Ich schmeiß mich weg


----------



## grubenreiner (24. Mai 2013)

*AW: Pressemeldung: Französischer Gewichtsrekord*

Die Mädels sind dann bestimmt genauso hübsch...dann doch lieber den Waller fangen.

Immer wieder beeindruckend solche Riesnfische.


----------



## labralehn (24. Mai 2013)

*AW: Pressemeldung: Französischer Gewichtsrekord*

Und diese Mädels haben bestimmt auch noch so eine große Klappe wie dieser Wels.

Wie alt dürfte dieser Wels sein?


----------



## Ossipeter (24. Mai 2013)

*AW: Pressemeldung: Französischer Gewichtsrekord*

Wow ist das ein Gerät!
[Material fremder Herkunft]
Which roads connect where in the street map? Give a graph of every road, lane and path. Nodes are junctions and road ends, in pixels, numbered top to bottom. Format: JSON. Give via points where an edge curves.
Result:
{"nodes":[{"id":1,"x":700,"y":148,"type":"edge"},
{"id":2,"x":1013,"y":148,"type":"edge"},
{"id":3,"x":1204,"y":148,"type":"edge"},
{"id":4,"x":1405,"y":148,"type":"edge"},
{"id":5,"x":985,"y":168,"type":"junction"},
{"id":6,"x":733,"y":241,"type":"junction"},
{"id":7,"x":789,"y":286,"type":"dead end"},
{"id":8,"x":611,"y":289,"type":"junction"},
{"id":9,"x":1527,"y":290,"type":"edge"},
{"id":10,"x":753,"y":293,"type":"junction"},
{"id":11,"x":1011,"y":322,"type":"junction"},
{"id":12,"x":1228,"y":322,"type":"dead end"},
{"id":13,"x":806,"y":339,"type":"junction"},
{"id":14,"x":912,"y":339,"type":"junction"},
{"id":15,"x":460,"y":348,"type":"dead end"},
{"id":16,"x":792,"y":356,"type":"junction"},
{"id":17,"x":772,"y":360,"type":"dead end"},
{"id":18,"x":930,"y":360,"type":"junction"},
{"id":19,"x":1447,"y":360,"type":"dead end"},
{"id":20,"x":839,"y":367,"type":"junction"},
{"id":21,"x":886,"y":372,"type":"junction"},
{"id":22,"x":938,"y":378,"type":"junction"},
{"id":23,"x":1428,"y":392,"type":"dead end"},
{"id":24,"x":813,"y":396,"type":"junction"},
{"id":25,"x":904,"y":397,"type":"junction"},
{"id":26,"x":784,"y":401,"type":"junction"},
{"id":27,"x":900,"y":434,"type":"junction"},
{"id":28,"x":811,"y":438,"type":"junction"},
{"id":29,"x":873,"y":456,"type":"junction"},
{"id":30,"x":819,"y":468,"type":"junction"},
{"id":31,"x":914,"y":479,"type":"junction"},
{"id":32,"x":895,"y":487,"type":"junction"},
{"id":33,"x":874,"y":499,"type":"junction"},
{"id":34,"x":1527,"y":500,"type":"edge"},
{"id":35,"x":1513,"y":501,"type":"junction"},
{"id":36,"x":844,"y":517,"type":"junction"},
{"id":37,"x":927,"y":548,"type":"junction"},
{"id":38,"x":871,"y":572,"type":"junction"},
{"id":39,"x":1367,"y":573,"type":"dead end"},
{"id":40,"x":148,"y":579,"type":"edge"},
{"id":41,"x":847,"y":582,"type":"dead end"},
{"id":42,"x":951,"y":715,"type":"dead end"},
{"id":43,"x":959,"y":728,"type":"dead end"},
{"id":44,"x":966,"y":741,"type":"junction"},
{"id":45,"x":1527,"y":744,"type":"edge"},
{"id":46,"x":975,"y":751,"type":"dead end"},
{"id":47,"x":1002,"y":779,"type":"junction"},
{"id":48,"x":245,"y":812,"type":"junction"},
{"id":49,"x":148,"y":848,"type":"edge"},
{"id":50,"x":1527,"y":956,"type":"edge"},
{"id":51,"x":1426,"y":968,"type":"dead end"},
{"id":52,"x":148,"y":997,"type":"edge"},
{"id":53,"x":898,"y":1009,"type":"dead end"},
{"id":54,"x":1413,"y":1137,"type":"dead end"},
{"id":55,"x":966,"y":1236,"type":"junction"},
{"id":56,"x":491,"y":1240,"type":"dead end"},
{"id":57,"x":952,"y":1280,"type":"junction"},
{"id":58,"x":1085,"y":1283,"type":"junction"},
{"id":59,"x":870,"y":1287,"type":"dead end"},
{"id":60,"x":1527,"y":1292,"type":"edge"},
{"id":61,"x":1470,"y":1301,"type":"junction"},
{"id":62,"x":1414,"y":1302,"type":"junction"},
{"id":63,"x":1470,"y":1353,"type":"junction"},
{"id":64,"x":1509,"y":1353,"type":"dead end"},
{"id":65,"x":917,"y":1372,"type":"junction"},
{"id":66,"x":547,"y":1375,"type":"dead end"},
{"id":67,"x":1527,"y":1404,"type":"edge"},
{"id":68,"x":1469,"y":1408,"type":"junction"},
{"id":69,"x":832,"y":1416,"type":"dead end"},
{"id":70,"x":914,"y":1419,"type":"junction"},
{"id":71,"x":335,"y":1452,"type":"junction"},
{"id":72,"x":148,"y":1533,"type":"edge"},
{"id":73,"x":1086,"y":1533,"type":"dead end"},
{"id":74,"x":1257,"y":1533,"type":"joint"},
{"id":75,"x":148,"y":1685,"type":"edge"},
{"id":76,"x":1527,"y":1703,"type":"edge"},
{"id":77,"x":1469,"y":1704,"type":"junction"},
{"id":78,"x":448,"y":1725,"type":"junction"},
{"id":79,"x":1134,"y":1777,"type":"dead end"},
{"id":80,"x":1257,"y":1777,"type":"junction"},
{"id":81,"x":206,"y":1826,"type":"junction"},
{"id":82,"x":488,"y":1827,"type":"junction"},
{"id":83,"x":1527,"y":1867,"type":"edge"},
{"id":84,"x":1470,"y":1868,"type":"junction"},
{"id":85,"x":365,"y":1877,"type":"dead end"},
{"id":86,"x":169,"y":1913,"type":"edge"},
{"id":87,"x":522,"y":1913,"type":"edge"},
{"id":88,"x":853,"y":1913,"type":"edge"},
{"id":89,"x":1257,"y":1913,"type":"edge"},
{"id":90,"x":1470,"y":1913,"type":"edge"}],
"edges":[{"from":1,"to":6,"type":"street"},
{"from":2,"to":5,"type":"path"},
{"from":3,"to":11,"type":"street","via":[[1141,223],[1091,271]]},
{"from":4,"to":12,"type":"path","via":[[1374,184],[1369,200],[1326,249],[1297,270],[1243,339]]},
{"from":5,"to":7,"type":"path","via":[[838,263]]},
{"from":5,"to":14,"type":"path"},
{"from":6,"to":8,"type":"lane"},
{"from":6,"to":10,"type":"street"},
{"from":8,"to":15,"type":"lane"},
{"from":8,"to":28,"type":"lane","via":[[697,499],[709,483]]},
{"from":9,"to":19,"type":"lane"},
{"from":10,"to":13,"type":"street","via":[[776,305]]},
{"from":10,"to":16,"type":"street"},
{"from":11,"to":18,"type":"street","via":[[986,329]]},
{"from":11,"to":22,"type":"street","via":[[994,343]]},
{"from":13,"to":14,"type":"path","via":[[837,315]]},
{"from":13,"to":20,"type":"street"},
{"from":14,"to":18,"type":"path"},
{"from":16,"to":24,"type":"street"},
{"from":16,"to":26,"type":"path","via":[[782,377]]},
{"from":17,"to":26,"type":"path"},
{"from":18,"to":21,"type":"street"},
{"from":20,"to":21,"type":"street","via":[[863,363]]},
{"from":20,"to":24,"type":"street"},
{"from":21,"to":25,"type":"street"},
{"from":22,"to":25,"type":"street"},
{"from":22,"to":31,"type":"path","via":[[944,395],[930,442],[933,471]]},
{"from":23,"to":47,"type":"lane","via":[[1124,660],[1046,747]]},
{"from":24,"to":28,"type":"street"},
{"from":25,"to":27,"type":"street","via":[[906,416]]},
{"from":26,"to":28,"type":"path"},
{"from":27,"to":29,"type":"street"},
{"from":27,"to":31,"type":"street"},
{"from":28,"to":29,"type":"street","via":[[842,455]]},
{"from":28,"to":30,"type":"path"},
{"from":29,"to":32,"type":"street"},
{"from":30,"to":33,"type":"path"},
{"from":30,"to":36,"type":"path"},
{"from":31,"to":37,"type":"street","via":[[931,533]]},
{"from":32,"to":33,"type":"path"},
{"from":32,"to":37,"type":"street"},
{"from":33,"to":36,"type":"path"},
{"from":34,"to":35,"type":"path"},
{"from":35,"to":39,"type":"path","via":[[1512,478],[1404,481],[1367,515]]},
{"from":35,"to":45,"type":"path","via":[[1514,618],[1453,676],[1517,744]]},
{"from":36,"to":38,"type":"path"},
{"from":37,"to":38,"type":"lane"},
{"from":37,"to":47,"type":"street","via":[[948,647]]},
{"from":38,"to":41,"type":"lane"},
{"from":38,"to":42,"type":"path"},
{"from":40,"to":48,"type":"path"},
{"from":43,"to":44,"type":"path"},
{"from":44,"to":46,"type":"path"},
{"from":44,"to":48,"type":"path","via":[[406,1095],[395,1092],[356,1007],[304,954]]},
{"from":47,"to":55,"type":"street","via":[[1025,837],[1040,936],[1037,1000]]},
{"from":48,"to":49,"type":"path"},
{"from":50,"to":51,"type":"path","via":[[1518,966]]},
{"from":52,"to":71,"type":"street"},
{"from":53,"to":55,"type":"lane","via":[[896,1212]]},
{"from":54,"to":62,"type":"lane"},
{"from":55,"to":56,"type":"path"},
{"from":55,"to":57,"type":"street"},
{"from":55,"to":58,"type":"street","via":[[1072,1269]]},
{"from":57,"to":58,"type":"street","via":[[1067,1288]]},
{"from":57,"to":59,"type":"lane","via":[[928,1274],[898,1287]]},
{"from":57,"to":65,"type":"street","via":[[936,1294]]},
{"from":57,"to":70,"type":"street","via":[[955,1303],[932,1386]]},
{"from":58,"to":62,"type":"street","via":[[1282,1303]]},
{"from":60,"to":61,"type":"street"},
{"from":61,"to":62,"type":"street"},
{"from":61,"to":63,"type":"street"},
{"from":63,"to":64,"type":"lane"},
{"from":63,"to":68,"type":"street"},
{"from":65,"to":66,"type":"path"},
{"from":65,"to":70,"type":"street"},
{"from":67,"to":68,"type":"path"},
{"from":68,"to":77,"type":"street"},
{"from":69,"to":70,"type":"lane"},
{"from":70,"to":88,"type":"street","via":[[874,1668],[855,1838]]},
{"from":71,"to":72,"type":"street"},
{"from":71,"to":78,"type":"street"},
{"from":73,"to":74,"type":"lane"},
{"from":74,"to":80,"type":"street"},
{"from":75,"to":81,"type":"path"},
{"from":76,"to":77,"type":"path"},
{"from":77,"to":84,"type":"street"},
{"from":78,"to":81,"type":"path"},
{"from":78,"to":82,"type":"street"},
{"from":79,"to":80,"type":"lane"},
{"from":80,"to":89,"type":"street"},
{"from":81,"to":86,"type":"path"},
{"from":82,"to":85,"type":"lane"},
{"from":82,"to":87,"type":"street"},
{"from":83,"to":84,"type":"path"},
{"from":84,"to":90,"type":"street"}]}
Glückwunsch.


----------



## Honeyball (24. Mai 2013)

*AW: Pressemeldung: Französischer Gewichtsrekord*

@GeorgeB: ..nicht nur im Pott :m


----------



## Zander Jonny (24. Mai 2013)

*AW: Pressemeldung: Französischer Gewichtsrekord*



Honeyball schrieb:


> @GeorgeB: ..nicht nur im Pott :m




Hui, da steppt der Bär


----------



## Philla (24. Mai 2013)

*AW: Pressemeldung: Französischer Gewichtsrekord*



GeorgeB schrieb:


> Ich finde das nicht besonders spektakulär. Hier im Pott gibt es nicht wenige Mädels, die bringen das gleiche Gewicht schon bei 1,58 Länge auf die Waage. |rotwerden


 
Hahahahaha sehr Geil #r

Petri zum Físch btw.


----------



## Franz_16 (24. Mai 2013)

*AW: Pressemeldung: Französischer Gewichtsrekord*

Wow, das ist echt ein gigantischer Waller! Da kann man nur gratulieren!


----------



## Schleie! (24. Mai 2013)

*AW: Pressemeldung: Französischer Gewichtsrekord*

Wahnsinn!


----------